▸ Task description
Please copy out each line of the listing that contains the word "down".
::: Data for processing :::
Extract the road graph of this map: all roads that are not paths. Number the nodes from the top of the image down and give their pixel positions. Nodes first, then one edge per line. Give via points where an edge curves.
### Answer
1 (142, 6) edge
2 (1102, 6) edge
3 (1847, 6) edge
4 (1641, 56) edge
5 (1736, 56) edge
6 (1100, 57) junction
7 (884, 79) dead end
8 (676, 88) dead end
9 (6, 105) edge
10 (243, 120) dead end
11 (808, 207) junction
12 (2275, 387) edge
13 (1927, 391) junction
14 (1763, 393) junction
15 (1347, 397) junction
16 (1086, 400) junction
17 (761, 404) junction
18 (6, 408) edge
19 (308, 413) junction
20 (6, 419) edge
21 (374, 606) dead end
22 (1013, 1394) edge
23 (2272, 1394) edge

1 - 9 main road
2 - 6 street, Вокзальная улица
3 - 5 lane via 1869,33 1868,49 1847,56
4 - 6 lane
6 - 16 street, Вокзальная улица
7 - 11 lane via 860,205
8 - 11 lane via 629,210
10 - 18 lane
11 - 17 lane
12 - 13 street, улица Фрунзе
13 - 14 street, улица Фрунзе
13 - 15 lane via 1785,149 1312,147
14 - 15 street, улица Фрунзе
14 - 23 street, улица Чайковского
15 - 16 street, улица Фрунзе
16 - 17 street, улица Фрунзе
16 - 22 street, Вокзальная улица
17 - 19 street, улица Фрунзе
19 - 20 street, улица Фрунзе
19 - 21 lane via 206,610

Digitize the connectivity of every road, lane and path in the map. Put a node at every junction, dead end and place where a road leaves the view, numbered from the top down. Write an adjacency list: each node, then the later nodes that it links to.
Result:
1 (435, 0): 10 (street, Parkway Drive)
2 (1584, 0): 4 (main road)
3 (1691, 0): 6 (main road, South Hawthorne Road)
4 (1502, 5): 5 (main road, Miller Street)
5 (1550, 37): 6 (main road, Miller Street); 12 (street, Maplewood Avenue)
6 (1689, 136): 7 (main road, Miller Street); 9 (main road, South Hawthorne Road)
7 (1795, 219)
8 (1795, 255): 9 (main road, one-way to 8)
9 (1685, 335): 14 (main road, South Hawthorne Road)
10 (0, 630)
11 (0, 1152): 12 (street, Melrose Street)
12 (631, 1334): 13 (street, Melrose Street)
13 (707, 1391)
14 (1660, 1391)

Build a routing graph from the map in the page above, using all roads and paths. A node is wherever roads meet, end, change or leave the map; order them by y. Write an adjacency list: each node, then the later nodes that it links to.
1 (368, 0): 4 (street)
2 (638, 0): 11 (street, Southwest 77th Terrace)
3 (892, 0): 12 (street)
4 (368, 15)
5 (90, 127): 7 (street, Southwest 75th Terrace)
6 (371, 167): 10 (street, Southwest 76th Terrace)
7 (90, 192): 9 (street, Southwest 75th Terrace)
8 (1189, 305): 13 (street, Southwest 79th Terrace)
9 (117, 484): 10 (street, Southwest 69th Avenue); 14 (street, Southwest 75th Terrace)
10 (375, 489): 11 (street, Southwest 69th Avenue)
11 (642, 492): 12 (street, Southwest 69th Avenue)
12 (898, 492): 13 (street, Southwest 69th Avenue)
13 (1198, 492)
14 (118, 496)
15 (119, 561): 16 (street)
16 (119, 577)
:::
▸ Final answer
Extract the road graph of this map: all roads that are not paths. Number the nodes from the top of the image down and give their pixel positions. Nodes first, then one edge per line. Give via points where an edge curves.
Digitize the connectivity of every road, lane and path in the map. Put a node at every junction, dead end and place where a road leaves the view, numbered from the top down. Write an adjacency list: each node, then the later nodes that it links to.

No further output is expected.